Escribe Maxi Laplagne

La burguesía argentina debería agradecer con vehemencia que las grandes revoluciones de la historia conquistaron derechos históricos que anularon la pena de muerte porque, sino, el veinte de febrero todo el gabinete nacional, la burocracia de la CGT y los punteros del Ministerio de Salud hubiesen acabado en la horca. Aunque se intente restarle importancia al caso o por más que la salida del ministro funcione como un simple lavado de manos de una interna brutal entre los gobernantes que expresa hasta las tensiones internacionales alrededor de la vacuna (hoy, por ejemplo, la nueva ministra de salud acaba de firmar nuevos contratos con China) o, finalmente, aunque se intente rebajar la malversación de vacunas al rango de “otro caso de corrupción”, por el significado histórico de la crisis del coronavirus, la vacunación VIP no tiene parangón en la historia.

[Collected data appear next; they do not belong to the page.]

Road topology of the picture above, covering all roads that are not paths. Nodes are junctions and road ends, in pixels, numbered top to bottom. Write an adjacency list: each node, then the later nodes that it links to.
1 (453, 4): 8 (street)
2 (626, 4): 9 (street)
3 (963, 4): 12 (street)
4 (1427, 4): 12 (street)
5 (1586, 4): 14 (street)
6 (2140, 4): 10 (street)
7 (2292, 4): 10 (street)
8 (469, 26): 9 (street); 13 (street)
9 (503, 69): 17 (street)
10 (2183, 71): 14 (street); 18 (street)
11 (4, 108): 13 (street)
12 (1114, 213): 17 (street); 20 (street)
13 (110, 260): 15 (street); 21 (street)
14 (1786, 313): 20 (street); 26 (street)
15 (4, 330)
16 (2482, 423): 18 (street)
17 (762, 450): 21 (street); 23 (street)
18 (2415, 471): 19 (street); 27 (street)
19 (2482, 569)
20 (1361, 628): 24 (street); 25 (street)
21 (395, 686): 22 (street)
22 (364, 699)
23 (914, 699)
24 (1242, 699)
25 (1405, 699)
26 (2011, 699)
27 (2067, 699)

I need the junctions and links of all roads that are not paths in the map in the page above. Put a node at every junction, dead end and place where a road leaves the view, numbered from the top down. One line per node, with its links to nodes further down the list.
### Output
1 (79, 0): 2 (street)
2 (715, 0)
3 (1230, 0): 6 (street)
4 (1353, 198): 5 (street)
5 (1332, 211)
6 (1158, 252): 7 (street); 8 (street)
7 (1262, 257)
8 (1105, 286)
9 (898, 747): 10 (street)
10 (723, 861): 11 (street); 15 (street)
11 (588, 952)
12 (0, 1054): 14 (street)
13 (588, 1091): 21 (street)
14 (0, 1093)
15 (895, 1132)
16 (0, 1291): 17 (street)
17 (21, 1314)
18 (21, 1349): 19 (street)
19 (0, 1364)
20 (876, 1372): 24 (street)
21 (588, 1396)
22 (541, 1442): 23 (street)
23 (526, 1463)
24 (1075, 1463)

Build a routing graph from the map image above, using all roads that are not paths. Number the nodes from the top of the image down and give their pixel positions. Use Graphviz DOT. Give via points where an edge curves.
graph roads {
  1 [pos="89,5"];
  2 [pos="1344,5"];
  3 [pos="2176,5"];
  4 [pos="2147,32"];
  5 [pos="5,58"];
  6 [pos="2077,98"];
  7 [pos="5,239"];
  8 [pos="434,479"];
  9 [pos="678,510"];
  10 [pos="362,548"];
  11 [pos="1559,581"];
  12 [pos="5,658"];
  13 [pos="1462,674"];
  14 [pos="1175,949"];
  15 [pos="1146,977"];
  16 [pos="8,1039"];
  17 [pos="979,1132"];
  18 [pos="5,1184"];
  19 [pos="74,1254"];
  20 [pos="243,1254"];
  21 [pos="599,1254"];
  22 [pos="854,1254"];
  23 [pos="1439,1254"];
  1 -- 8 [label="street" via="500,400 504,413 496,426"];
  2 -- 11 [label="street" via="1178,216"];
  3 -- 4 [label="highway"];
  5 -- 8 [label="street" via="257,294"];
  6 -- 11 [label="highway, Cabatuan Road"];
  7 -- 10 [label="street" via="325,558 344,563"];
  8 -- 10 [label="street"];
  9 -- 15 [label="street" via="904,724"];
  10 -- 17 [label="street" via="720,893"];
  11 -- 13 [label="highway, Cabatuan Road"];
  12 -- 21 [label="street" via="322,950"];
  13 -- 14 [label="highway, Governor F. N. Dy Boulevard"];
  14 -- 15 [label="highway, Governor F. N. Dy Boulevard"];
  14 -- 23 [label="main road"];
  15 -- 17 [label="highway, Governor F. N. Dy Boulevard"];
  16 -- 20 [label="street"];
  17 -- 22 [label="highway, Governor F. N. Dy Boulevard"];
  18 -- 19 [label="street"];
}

Enfermeros, médicos y, sobre todo, auxiliares de la salud continúan muriendo en los hospitales mientras los funcionarios de turno son inmunizados. La producción que en las fábricas del país no ha cesado un segundo ha recaído en los hombros de obreros que serán los últimos de la lista en vacunarse, pero Moyano ya recibió la Sputnik V. Docentes, estudiantes y auxiliares a trabajar sin vacunas, pero Guzmán hace reuniones por zoom ya protegido del COVID. 

 Como nunca antes la Argentina ha quedado partida en dos clases sociales y ha quedado de manifiesto que en todos sus rincones el Estado representa, organiza y vacuna a los opresores. Los trabajadores, en cambio, organizamos la huelga general.